I come from a middle-class family, in a middle-size city, in the middle of
the country, (Des Moines, Iowa), and started my schooling in the middle of the
last century. To those from similar circumstances who can remember that far back,
no matter where they’re from, my experiences will not be unusual, but to
younger generations, my account will seem as scenes from another planet.
I well remember kindergarten. World War II still had a couple of years to go, and my
mother was doing her bit by working as an inspector at the Ordinance plant,
which before the war had been engaged in making John Deere farm machinery and now
produced cartridges. She’d chosen the
graveyard shift so she could be home and rested when her children returned from
school in the afternoon.
The problem came in the
morning when my father left for the office and my brother and sister took
off for high school. I would then trot
over to the neighbors’ house where kindly Mrs. Grigsby would feed me breakfast
until my mother arrived. Those
breakfasts, almost all of them deliciously fried, were unlike any I’d ever
gotten from my plain-cooking mother’s hand, which were invariably lumpy cream
of wheat or the much hated oatmeal, a piece of toast, and sometimes a boiled egg. My favorite at Mrs. Grigsby’s was fried
sliced mush with syrup. She also had a
concoction she called "winchels" which others may know as “toad in a hole.” This featured an egg inserted in a
slice of bread and the whole thing fried in butter. How horrified my mother would have been at
all that grease!
The walk to school was
about six blocks along U.S. 69, the main route between Kansas City and
Minneapolis, and then a left turn to go another three blocks to the
school. I would meet up with a friend
around the corner from my house, who was at her grandmother’s in the morning
since her mother, too, did war work. It
didn’t seem to matter to anyone what the season was or what weather we had to
trudge through, and in fact, I can’t remember us ever being driven to that
school, not a unique situation then.
The first day of
kindergarten, my mother took me into the classroom and then left. I was early.
No teacher was in the room to greet us few children who had arrived, so
I began to explore. I noticed a very
large blackboard at the front of the room, which seemed to call for something
on its pristine surface. I took out a
pencil from my pencil box and went to the board where I wrote in cursive,
“Jeanne Ann.” I was proud of the fact I
could write many words as well as my name in long hand, taught to me by my siblings.
The teacher’s reaction
when she saw my handiwork was not one of equal delight. She found the culprit easily and spanked me
soundly, telling me blackboards were for chalk, not pencils. I believe I may have scratched the board a
little, for a faint outline of my name persisted throughout the following
school year and might have been a permanent feature until the board was
scrapped. Anyway, the spanking didn’t
scar my little psyche or ruin my school days, for I always had success and good
times until the day I graduated from high school.
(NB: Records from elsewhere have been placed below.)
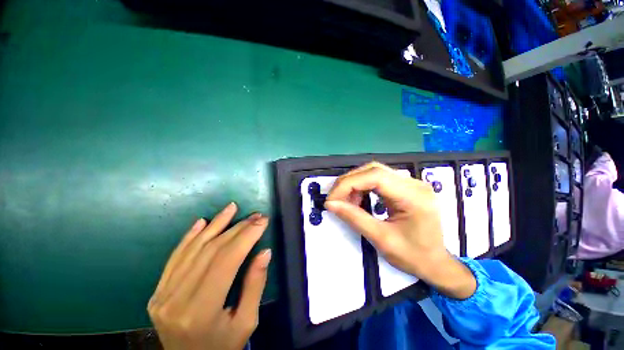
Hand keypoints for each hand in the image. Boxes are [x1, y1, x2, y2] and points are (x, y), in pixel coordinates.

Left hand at [148, 203, 270, 349]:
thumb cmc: (222, 347)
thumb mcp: (246, 322)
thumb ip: (255, 285)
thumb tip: (265, 252)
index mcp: (200, 310)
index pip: (227, 260)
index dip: (247, 235)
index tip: (263, 220)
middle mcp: (176, 298)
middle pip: (212, 250)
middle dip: (238, 228)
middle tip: (256, 215)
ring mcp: (162, 293)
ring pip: (194, 248)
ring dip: (216, 224)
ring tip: (232, 207)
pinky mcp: (158, 290)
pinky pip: (176, 256)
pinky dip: (190, 236)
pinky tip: (203, 221)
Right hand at [325, 162, 475, 298]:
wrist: (437, 263)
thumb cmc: (413, 257)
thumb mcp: (381, 239)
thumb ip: (354, 218)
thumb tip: (330, 204)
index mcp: (413, 196)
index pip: (375, 176)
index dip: (348, 184)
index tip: (332, 199)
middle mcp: (413, 183)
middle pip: (373, 169)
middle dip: (349, 182)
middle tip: (335, 198)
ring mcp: (410, 183)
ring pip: (374, 172)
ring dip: (355, 184)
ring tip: (346, 201)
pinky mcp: (405, 187)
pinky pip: (379, 179)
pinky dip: (363, 187)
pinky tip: (358, 199)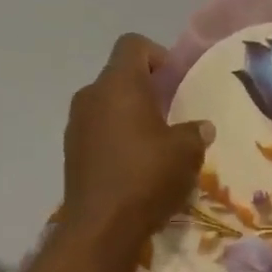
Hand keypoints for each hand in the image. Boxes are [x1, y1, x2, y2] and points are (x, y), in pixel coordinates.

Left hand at [61, 33, 213, 249]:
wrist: (101, 226)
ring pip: (108, 106)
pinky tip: (137, 165)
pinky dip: (117, 138)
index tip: (175, 80)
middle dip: (146, 89)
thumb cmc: (147, 176)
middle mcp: (91, 96)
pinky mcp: (71, 152)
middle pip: (119, 76)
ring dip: (131, 116)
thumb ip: (195, 132)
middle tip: (173, 113)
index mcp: (119, 84)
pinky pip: (99, 131)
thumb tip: (200, 127)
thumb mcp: (187, 151)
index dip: (157, 54)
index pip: (133, 45)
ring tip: (157, 143)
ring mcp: (76, 125)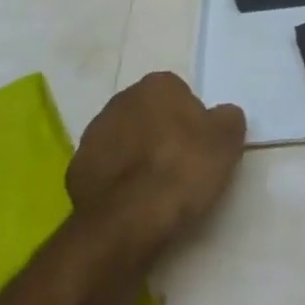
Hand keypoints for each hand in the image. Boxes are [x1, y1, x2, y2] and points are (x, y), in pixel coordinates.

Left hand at [67, 73, 245, 259]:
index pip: (179, 94)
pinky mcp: (77, 168)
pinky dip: (117, 181)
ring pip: (124, 140)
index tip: (199, 148)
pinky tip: (132, 203)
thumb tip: (222, 116)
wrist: (130, 219)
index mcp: (157, 85)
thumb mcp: (227, 141)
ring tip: (155, 190)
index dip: (191, 121)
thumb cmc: (183, 170)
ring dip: (136, 156)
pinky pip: (105, 169)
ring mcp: (93, 134)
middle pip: (148, 114)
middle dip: (161, 134)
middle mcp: (121, 100)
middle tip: (180, 167)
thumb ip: (227, 119)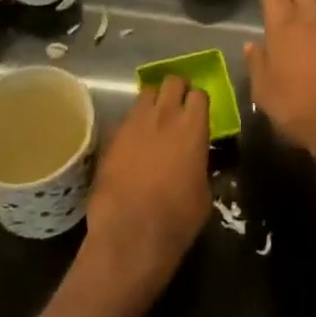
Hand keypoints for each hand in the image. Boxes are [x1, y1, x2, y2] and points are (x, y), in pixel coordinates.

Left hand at [82, 76, 211, 299]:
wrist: (130, 235)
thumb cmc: (177, 219)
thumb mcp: (203, 192)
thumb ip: (200, 163)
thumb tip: (194, 158)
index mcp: (193, 127)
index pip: (200, 94)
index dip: (199, 102)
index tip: (198, 113)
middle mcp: (165, 115)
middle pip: (172, 81)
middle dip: (177, 90)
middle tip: (178, 107)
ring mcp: (135, 123)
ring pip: (146, 94)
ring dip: (153, 103)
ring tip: (154, 121)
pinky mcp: (112, 136)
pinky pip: (126, 118)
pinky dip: (133, 125)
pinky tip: (133, 143)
I'm on some steps at my uncle's farm, not my house. |
After Mother had checked
me over, I was sent on my way to my old school, now more than a mile away with
me walking that same busy highway. At
one point, my girlfriend’s grandmother would be waiting for me and help me
cross over, so I could walk with Linda to the intersection and then cross back
under the supervision of a crossing guard.
How many children today would be allowed such a walk? As I earlier said, this really was a
different world, certainly safer, although indulging children, clearly, was not
the order of the day. This attitude and
ambiance would last for another fifteen or so years until illegal drugs and
wanderers along the highways would be instrumental in changing our country’s
mores and values, and psychologists would get into the business of raising
children. Was it a better time? We'll have to judge that for ourselves from the evidence.